Investors slammed the door on a six-day winning streak for U.S. stocks with a sell-off on Friday after Goldman Sachs was charged with fraud by U.S. regulators and corporate earnings fell short of heightened expectations.
Goldman fell 12 percent to $162.86 after the Securities and Exchange Commission alleged it committed fraud in the structuring and marketing of a debt product tied to subprime mortgages, which cost investors more than $1 billion.
The financial services giant said the charges were completely unfounded in law and fact.
Financial shares around the world sank on the news, with the KBW banks index <.BKX> down 3.6 percent. Morgan Stanley lost 4.7 percent to $29.42.
Fraud is a huge charge. This could truly cripple Goldman, said Rob Stein, managing partner at Astor Asset Management in Chicago.
Although Stein said he didn't feel this scenario was likely, he added, This certainly proves that financials are not the place to be for the next step in the recovery.

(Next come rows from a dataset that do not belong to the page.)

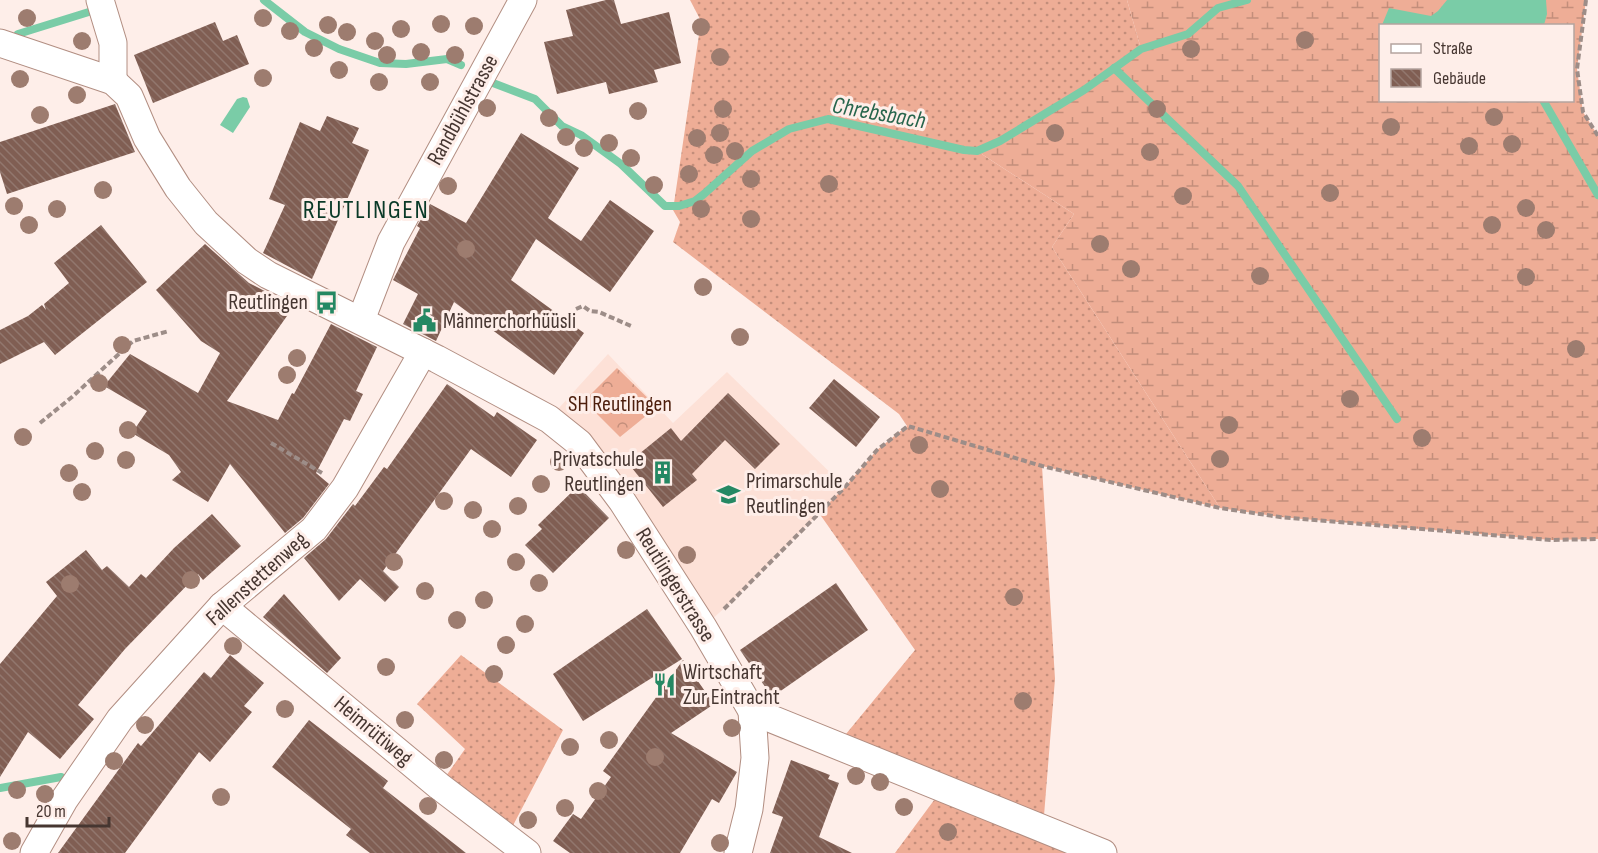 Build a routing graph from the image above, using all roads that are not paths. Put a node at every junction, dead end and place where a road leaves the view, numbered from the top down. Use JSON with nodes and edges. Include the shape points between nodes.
{"nodes":[{"id":1,"x":100,"y":0,"type":"edge"},
{"id":2,"x":523,"y":0,"type":"edge"},
{"id":3,"x":0,"y":43,"type":"edge"},
{"id":4,"x":112,"y":81,"type":"junction"},
{"id":5,"x":361,"y":320,"type":"junction"},
{"id":6,"x":423,"y":352,"type":"junction"},
{"id":7,"x":222,"y":606,"type":"junction"},
{"id":8,"x":752,"y":711,"type":"junction"},
{"id":9,"x":34,"y":853,"type":"edge"},
{"id":10,"x":527,"y":853,"type":"edge"},
{"id":11,"x":738,"y":853,"type":"edge"},
{"id":12,"x":1103,"y":853,"type":"edge"}],
"edges":[{"from":1,"to":4,"type":"street","via":[[113,43]]},
{"from":2,"to":5,"type":"street","name":"Randbühlstrasse","via":[[391,242]]},
{"from":3,"to":4,"type":"street","name":"Reutlingerstrasse"},
{"from":4,"to":5,"type":"street","name":"Reutlingerstrasse","via":[[129,96],[159,158],[206,222],[247,261],[268,275]]},
{"from":5,"to":6,"type":"street","name":"Reutlingerstrasse"},
{"from":6,"to":7,"type":"street","name":"Fallenstettenweg","via":[[345,488],[314,530]]},
{"from":6,"to":8,"type":"street","name":"Reutlingerstrasse","via":[[549,419],[579,443],[622,501]]},
{"from":7,"to":9,"type":"street","name":"Fallenstettenweg","via":[[120,719],[64,800]]},
{"from":7,"to":10,"type":"street","name":"Heimrütiweg"},
{"from":8,"to":11,"type":"street","via":[[755,758],[749,809]]},
{"from":8,"to":12,"type":"street"}]}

The Dow Jones industrial average <.DJI> was down 95.60 points, or 0.86 percent, at 11,048.97. The Standard & Poor's 500 Index <.SPX> was down 15.48 points, or 1.28 percent, at 1,196.19. The Nasdaq Composite Index <.IXIC> was down 31.36 points, or 1.25 percent, at 2,484.33.
After a rapid rally in recent weeks, Wall Street was down as Google Inc , Bank of America Corp and General Electric Co reported quarterly results with some disappointing elements.
Bank of America reported higher-than-expected earnings but said loan demand was low, while GE posted weak first-quarter revenue.
BofA fell 4.5 percent to $18.60 and was the top percentage decliner on the Dow. GE, another Dow component, sank 2.9 percent to $18.93.
Google lost 6.3 percent to $556.98 a day after it posted a 23 percent jump in quarterly revenue, but some investors had hoped for even better results.
On the upside, Mattel Inc posted a surprise first-quarter profit, sending the stock up 1 percent to $23.97. Gannett Co Inc also posted a better-than-expected first-quarter profit, and the stock rose 2 percent to $18.
The Goldman news also had an impact commodities, with crude oil futures dropping 2.8 percent to $83.15 per barrel.
In economic news, the Thomson Reuters/University of Michigan's Surveys of Consumers showed consumer sentiment took a surprising negative turn in early April due to a grim outlook on income and jobs.
U.S. housing starts rose more than expected in March while permits to build new homes scaled a 17-month high, according to a government report.